REQUIRED WORK:
All lines in the material with the string "Αδριανουπόλεως" should be listed.

====

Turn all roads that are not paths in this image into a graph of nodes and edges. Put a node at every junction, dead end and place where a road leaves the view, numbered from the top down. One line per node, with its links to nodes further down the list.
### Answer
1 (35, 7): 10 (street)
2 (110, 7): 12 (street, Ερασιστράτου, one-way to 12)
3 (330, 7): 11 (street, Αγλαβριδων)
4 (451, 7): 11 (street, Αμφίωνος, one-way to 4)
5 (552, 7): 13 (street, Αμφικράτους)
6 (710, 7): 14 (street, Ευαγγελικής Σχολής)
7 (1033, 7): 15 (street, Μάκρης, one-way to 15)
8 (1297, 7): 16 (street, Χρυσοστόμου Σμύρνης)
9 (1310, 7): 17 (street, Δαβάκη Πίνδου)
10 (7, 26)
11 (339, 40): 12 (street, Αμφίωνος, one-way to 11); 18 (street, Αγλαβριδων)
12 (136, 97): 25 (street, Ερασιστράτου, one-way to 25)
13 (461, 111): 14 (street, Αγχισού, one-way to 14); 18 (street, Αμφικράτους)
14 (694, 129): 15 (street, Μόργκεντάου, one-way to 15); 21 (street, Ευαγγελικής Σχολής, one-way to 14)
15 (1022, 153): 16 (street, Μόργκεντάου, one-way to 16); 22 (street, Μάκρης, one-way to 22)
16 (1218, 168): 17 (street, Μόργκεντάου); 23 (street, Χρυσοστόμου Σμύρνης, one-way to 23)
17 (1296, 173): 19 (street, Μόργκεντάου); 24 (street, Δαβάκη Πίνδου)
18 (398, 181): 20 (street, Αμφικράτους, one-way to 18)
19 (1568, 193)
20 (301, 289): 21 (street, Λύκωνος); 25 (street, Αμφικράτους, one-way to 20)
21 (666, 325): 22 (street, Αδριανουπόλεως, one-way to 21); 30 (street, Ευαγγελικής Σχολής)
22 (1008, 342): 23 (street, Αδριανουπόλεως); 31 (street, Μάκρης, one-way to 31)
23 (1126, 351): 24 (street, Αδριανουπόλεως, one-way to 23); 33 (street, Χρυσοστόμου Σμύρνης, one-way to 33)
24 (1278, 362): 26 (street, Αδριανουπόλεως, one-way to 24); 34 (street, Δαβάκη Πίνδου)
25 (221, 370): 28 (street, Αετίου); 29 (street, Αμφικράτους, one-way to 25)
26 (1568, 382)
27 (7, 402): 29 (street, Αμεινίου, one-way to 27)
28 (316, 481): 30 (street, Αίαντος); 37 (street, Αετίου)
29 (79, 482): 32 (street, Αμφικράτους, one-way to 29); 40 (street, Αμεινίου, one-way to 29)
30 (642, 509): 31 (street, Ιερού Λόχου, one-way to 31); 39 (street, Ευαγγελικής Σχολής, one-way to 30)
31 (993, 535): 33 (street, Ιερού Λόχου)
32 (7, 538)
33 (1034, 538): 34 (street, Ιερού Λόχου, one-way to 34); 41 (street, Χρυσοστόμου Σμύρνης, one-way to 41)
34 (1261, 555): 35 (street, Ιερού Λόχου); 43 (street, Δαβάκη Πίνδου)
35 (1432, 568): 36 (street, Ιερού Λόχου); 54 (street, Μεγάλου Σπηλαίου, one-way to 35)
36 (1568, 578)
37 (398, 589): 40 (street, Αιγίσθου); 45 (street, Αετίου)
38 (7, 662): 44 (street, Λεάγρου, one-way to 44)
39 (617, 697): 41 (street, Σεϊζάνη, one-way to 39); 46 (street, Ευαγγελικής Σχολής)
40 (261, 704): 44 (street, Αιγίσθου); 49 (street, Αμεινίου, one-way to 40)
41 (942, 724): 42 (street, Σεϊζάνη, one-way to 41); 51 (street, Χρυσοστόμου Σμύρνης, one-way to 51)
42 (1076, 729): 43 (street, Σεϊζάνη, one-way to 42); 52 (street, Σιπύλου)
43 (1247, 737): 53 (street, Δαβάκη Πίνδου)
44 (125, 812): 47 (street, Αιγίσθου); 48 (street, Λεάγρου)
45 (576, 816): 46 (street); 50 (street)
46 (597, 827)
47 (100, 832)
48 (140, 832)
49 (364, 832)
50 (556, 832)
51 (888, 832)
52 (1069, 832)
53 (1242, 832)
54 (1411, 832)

====

ANSWER BOX:
21 (666, 325): 22 (street, Αδριανουπόλεως, one-way to 21); 30 (street, Ευαγγελικής Σχολής)
22 (1008, 342): 23 (street, Αδριανουπόλεως); 31 (street, Μάκρης, one-way to 31)
23 (1126, 351): 24 (street, Αδριανουπόλεως, one-way to 23); 33 (street, Χρυσοστόμου Σμύρνης, one-way to 33)
24 (1278, 362): 26 (street, Αδριανουπόλεως, one-way to 24); 34 (street, Δαβάκη Πίνδου)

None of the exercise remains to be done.